News   |    June 13th, 2022


Golf has been the latest sport to fall into widespread debate as we watch yet another attempt at a separate entity being setup in order to shakeup the traditional elite level competition. The PGA Tour is typically regarded as the pinnacle of Golf, a circuit founded in 1929 it boasts a roster of the very best athletes to take to the courses across both the United States and North America. This system worked well, as hopefuls would improve their rankings and strive to gain membership onto the tour, it would give a clear route and ambition for golfers to work toward. Moreover, it would provide a platform whereby the very best athletes all compete on one stage, intensifying the exemplary competition, infatuating fans across the world.

However, like anything in sports, the environment is ever changing. LIV Golf are a separate entity with Saudi-Arabian backing, with an ambition to attract some of the best golfers and form a new competition. This has caused quite the stir, as it directly challenges the PGA Tour. With an array of different terms and conditions, a prominent pull factor for athletes is the potential to earn an exceptionally increased amount of money.

In retaliation, most recently the PGA Tour have announced that all current LIV Golf participants and members will be suspended and not only be ineligible to participate in PGA Tour events and Presidents Cup, but those who have formally resigned from the PGA Tour will also be removed from the FedExCup points list. LIV Golf participants will also be ineligible to compete in other PGA Tour-sanctioned competitions, such as the Korn Ferry Tour, PGA Tour Champions, PGA Tour Canada, and PGA Tour Latinoamerica. The suspensions will not apply to any of golf’s majors, as the PGA Tour does not run those events.

Jay Monahan (PGA Tour commissioner) accompanied the statement by saying “These players have made their choice for their own financial-based reasons, but they can’t demand the same PGA Tour membership benefits, considerations, and platform as you. That expectation disrespects you, our fans, and our partners.” Monahan also references the talk of money in the letter, following the decision of LIV Golf to sign bonuses to star players, which would exceed as much as $200m (€187m), and individual LIV Golf regular season event purses of $25m, far above most PGA Tour events.

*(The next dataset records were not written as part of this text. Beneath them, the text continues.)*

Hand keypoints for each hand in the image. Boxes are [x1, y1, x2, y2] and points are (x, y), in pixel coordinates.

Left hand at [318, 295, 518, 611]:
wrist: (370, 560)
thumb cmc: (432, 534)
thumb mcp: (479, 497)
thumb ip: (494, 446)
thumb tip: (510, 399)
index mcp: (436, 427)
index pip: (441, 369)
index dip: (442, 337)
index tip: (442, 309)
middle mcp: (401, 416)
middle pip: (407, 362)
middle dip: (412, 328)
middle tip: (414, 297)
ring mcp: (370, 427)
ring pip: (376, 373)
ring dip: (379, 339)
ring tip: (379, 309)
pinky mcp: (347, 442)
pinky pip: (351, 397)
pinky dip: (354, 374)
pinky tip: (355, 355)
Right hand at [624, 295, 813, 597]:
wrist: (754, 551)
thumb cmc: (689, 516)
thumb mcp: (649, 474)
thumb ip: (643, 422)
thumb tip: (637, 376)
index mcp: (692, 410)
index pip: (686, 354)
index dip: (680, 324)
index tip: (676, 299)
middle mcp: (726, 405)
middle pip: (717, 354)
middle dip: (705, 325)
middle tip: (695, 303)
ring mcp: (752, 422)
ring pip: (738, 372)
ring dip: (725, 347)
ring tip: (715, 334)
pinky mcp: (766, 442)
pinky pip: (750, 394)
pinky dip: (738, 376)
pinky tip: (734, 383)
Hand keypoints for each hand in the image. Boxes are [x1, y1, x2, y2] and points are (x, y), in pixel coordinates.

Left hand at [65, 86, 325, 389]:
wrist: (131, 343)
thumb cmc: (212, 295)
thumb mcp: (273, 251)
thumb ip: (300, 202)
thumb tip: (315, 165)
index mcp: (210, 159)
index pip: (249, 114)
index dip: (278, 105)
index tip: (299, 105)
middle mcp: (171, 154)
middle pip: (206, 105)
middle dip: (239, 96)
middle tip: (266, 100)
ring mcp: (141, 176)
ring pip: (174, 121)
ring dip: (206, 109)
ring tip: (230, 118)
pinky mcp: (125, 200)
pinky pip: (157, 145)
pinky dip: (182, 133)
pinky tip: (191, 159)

The letter also individually names 17 players in the initial set of suspensions, a group that includes Mickelson, former world No. 1 Dustin Johnson, and Kevin Na, among others. Monahan continued “You are the PGA Tour, and this moment is about what we stand for: the PGA Tour membership as a whole, it’s about lifting up those who choose to not only benefit from the Tour, but who also play an integral role in building it. I know you are with us, and vice versa. Our partners are with us, too. The fact that your former Tour colleagues can’t say the same should be telling.”

Unsurprisingly, the feud endures as LIV Golf provide a counteracting statement of their own – “Today’s announcement by the PGA Tour is vindictive and it deepens the divide between the Tour and its members,” LIV Golf said. “It’s troubling that the Tour, an organization dedicated to creating opportunities for golfers to play the game, is the entity blocking golfers from playing. This certainly is not the last word on this topic. The era of free agency is beginning as we are proud to have a full field of players joining us in London, and beyond.

Nobody wants to see a sport let alone golf become a divided community, split through personal gain and corporate greediness. On one hand we notice an entity wanting to change the dynamics of the sport, aiming to diversify the rules and create a new league differentiated by perhaps a contemporary yet money and decentralised orientated ethos. On the other, we understand an ethos entrenched by history, pride and a centralised system that has and looks to continue providing a platform where the best golfers in the world can compete on the largest stage of all. One thing is for sure however, golf as we know it may never be the same, the question is will it be for the benefit of the individual athletes or the sport itself?

Alfie Bobbins, - Integral Sports Management.